» **Problem to work on**
Tell how many lines in the data contain the string "Sandro", using a single number as the whole reply.

Data records
|---|
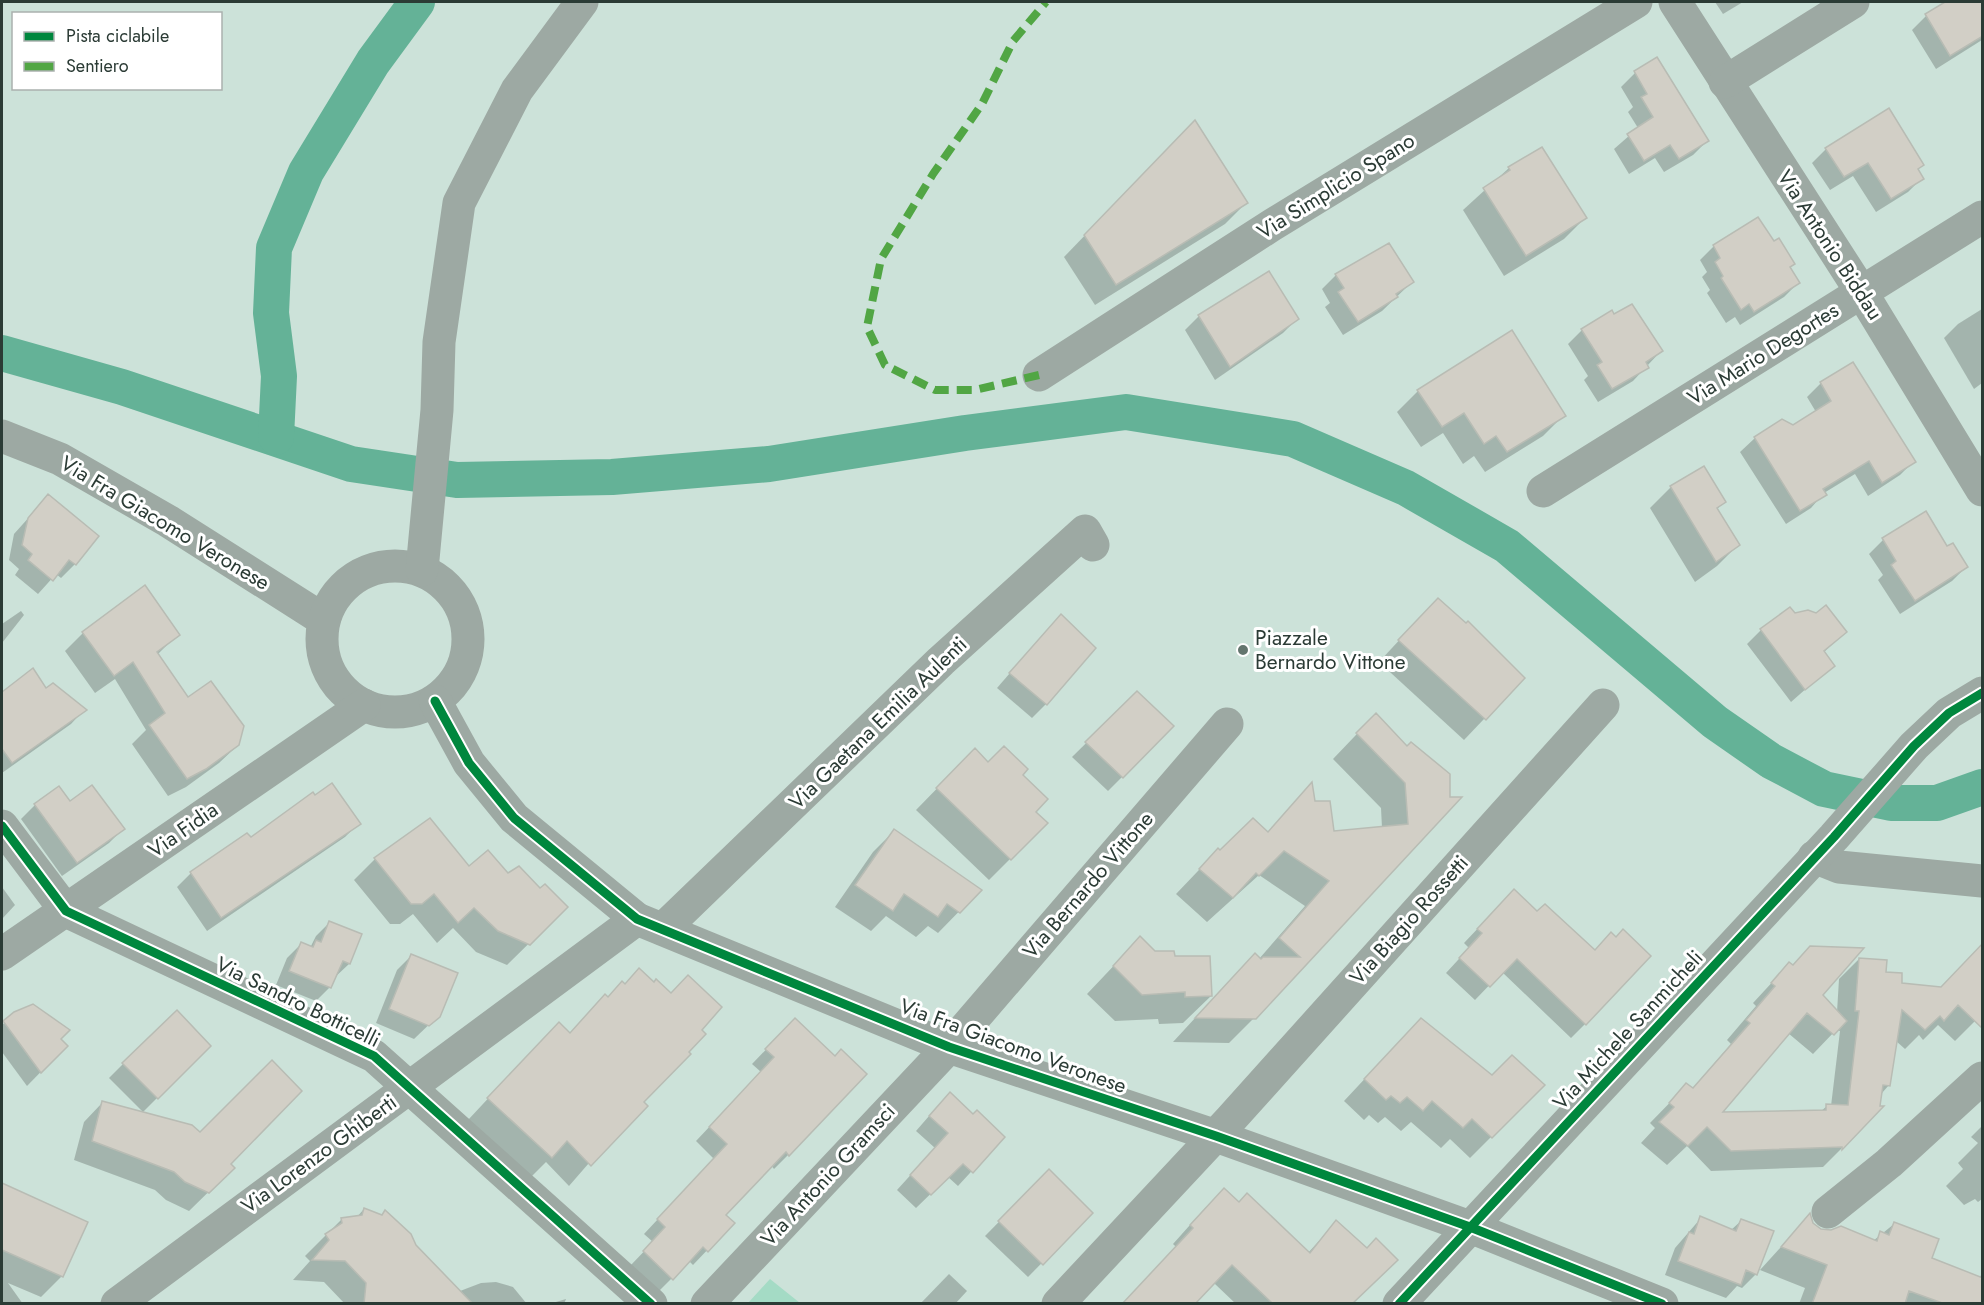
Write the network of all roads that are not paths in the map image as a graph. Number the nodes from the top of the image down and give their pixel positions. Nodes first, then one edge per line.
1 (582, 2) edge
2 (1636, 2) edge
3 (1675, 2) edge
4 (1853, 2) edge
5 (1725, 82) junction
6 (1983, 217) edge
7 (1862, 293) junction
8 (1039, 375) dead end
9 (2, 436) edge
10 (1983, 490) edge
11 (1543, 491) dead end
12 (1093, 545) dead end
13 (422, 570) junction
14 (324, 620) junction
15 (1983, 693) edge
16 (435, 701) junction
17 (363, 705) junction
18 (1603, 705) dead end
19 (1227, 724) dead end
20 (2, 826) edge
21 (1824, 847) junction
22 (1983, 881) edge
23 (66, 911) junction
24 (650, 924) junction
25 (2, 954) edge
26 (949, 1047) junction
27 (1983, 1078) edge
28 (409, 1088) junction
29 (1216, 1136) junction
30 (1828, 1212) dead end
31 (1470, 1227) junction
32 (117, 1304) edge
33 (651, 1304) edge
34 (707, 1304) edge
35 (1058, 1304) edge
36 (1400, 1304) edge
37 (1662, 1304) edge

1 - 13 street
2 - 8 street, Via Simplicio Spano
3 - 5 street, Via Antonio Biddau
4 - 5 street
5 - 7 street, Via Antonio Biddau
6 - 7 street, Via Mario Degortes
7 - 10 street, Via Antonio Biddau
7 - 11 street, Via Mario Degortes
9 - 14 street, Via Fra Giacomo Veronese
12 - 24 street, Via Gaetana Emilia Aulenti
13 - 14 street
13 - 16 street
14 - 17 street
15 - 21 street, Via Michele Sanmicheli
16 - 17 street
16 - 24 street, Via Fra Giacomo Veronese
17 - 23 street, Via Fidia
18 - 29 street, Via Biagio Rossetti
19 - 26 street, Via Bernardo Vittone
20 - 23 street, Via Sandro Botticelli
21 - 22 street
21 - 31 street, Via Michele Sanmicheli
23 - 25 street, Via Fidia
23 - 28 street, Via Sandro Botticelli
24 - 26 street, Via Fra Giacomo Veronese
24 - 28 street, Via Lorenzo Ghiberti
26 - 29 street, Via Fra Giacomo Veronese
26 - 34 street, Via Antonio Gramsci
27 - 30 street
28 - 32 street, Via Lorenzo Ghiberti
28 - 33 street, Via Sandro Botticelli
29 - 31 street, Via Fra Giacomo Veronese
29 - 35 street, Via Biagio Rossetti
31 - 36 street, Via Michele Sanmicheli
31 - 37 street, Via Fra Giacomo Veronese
|---|
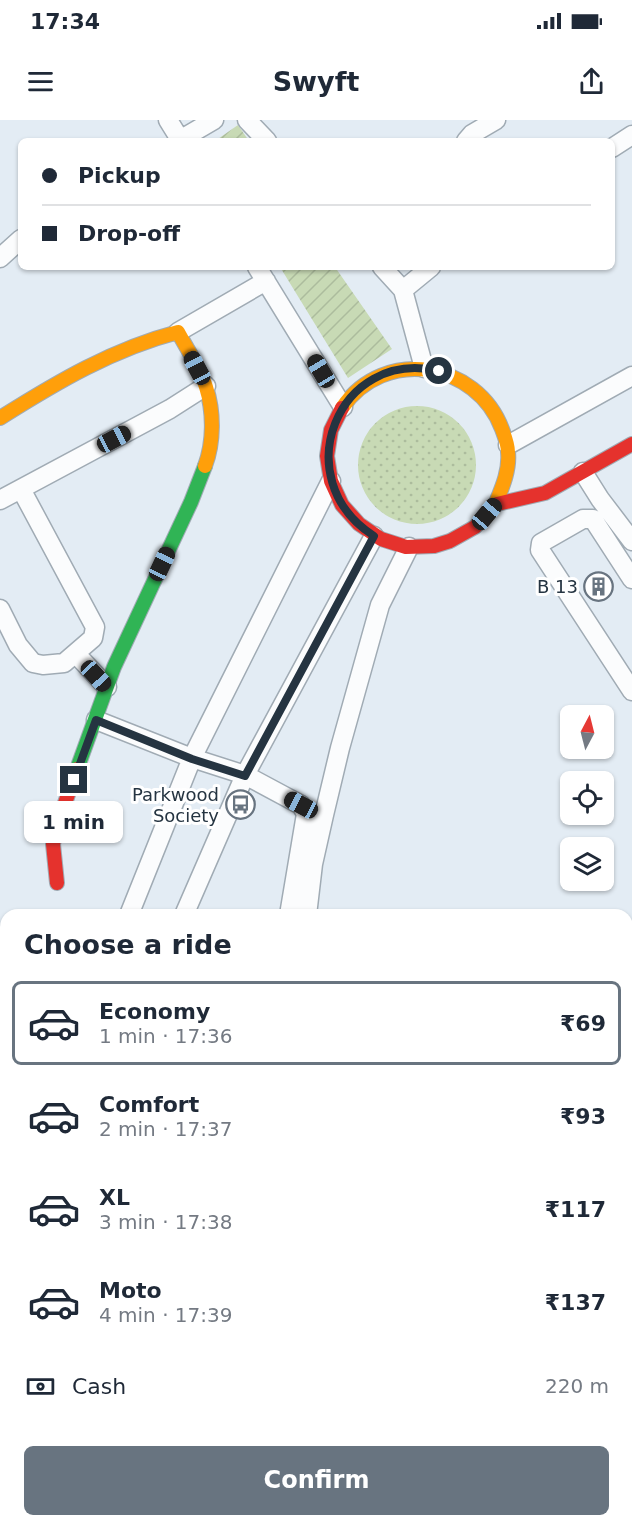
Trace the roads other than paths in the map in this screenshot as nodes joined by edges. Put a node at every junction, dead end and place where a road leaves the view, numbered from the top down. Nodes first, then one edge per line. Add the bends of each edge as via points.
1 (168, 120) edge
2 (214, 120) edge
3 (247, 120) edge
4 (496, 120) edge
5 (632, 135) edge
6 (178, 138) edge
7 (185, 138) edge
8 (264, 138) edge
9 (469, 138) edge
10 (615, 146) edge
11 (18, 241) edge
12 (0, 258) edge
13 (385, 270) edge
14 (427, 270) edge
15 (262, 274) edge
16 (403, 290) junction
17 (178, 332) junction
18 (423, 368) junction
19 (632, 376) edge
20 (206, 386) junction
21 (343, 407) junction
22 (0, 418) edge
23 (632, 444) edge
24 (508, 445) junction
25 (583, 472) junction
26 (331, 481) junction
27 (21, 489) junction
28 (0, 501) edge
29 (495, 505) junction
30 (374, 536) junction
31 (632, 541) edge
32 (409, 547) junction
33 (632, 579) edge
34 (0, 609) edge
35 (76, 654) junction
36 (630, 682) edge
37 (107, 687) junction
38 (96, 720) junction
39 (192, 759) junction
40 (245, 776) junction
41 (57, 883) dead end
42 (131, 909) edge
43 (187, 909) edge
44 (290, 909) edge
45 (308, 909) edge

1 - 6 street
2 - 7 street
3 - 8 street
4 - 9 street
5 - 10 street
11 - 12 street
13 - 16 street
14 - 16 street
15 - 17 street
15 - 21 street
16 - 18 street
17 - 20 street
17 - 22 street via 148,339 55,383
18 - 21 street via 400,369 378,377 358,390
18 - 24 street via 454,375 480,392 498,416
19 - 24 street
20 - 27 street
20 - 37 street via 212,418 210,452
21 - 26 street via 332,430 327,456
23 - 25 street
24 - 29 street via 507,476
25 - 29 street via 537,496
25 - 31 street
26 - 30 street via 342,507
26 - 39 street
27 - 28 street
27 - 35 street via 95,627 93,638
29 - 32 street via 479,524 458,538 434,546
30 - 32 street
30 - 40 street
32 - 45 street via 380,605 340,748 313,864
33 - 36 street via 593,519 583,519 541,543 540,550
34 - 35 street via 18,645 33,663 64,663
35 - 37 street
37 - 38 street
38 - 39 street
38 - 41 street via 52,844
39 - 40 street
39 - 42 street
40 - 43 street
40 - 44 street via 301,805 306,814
|---|
» **The answer**
3